Find each line below that includes "dead", then copy it.

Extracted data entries
==========

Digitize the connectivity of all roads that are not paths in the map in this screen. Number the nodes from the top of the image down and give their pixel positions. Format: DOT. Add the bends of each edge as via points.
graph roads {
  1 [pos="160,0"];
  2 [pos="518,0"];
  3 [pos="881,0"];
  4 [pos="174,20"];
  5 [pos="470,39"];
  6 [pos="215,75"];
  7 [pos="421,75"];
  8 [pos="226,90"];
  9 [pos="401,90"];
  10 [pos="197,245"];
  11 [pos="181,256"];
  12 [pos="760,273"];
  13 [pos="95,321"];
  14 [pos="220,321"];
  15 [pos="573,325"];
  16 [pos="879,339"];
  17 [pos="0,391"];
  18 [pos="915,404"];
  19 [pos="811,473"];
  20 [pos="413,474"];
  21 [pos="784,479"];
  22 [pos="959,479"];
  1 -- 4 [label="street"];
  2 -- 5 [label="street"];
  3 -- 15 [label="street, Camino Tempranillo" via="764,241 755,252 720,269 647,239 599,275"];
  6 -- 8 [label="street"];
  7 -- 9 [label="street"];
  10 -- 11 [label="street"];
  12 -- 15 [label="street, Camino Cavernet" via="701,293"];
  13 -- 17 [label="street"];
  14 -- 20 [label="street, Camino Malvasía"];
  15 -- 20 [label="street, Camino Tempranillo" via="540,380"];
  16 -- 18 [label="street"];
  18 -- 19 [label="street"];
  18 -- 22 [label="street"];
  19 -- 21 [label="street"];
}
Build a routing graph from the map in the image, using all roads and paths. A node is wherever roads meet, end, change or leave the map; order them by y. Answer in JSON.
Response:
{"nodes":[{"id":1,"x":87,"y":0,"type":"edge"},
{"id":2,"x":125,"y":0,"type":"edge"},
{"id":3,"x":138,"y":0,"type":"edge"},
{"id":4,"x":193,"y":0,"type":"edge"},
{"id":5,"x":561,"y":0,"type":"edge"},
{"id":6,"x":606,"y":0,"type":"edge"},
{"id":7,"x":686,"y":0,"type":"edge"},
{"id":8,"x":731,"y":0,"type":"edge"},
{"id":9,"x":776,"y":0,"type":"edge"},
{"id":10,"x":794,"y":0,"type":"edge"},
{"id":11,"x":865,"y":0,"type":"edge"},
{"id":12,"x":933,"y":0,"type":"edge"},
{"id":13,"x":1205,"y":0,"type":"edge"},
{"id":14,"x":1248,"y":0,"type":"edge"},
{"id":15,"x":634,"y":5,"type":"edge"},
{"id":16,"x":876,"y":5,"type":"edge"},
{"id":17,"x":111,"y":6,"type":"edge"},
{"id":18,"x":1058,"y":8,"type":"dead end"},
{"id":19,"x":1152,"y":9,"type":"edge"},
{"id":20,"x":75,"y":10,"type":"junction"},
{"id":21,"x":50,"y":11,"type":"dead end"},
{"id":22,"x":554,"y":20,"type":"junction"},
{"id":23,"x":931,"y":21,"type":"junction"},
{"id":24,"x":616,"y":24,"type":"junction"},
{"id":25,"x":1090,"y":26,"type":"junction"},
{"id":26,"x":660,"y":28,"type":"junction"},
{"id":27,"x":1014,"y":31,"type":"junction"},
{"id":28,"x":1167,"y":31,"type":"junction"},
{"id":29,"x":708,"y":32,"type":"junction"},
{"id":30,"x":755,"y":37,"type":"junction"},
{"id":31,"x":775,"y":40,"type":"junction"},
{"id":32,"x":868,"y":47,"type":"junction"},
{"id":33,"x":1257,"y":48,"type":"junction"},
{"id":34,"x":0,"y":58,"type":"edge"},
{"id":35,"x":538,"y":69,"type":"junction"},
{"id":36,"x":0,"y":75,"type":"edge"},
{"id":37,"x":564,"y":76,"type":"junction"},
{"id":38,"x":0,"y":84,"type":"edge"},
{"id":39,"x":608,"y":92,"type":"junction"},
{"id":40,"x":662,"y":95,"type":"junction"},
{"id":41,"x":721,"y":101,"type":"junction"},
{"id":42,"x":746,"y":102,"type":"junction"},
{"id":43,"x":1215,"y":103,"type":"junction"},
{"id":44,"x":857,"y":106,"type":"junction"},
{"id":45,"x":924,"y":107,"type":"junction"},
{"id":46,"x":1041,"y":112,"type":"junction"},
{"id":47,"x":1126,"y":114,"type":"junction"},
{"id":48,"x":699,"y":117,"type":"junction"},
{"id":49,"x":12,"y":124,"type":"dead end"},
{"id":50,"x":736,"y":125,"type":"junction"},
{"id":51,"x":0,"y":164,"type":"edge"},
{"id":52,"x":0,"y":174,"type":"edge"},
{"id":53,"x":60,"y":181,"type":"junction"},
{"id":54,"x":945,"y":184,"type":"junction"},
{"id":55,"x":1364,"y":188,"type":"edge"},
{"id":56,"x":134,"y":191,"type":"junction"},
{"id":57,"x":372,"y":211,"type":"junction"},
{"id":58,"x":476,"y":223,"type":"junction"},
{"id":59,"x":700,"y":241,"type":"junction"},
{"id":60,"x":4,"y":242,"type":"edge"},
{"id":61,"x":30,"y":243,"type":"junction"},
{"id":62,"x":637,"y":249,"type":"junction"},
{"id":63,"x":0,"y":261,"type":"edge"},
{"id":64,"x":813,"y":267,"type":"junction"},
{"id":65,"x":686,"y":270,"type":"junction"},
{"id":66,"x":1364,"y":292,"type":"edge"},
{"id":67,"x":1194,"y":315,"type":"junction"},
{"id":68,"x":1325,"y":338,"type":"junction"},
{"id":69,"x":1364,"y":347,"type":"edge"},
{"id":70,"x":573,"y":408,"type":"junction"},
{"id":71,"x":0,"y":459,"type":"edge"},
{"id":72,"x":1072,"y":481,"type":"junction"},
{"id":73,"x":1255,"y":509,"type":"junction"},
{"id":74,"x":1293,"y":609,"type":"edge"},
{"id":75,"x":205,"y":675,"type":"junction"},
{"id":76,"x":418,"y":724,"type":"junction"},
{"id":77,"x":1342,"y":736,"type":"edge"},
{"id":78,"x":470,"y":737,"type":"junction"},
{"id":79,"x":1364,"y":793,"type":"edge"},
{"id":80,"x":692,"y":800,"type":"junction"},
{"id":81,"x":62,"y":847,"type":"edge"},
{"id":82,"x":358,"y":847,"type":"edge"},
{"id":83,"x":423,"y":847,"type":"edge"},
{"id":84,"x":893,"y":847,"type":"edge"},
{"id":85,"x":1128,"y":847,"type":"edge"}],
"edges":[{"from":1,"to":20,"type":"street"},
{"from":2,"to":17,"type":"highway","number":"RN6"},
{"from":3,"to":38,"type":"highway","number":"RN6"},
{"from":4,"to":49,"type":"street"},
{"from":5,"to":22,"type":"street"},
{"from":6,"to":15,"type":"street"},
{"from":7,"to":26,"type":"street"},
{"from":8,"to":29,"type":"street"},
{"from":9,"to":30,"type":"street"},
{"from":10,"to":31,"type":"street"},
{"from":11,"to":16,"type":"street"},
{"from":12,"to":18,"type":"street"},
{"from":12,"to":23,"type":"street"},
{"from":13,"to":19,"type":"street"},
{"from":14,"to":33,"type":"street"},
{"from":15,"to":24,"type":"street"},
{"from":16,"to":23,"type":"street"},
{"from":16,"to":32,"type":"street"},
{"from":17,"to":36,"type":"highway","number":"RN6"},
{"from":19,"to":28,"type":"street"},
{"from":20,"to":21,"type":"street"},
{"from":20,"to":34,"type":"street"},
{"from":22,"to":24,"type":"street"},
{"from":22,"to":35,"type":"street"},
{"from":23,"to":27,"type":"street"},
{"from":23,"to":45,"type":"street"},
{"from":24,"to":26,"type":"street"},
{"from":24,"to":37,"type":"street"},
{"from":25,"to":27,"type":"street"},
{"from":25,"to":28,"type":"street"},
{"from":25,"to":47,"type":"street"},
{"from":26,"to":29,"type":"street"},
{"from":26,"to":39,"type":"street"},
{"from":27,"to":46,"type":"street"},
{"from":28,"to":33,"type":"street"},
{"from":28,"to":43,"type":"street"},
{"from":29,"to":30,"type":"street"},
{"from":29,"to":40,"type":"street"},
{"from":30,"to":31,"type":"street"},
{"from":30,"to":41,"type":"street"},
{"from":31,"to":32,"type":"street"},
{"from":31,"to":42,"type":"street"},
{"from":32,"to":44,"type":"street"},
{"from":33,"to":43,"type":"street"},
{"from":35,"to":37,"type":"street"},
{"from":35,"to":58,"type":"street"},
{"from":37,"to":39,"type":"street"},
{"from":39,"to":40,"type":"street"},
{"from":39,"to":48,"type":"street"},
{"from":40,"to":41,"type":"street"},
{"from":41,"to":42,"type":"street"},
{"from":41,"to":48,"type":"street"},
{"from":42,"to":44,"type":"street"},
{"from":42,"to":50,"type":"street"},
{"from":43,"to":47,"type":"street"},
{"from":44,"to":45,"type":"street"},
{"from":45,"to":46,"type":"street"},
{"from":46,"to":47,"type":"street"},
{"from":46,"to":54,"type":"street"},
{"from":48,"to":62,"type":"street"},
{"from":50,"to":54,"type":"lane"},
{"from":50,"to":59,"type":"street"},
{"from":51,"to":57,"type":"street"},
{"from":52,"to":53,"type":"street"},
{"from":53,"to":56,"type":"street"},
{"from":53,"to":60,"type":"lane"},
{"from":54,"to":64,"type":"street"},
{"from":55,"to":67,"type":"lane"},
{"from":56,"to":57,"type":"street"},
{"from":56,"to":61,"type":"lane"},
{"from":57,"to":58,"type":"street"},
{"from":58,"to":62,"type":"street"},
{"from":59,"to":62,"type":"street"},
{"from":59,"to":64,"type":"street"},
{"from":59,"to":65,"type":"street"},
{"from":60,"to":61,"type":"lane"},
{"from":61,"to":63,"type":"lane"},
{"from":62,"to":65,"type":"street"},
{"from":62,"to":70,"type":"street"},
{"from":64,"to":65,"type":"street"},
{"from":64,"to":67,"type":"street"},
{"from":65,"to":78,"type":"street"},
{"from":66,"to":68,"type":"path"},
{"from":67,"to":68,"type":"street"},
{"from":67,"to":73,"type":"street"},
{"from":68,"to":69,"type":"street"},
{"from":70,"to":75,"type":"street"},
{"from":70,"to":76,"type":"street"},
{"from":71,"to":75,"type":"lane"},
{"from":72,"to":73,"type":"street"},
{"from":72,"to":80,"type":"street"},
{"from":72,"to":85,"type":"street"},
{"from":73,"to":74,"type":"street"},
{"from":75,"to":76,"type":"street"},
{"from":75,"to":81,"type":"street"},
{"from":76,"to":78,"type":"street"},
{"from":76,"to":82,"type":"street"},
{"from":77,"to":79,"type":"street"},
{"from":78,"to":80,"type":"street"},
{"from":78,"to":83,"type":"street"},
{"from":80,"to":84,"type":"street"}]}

==========

• **TASK RESPONSE**
{"id":18,"x":1058,"y":8,"type":"dead end"},
{"id":21,"x":50,"y":11,"type":"dead end"},
{"id":49,"x":12,"y":124,"type":"dead end"},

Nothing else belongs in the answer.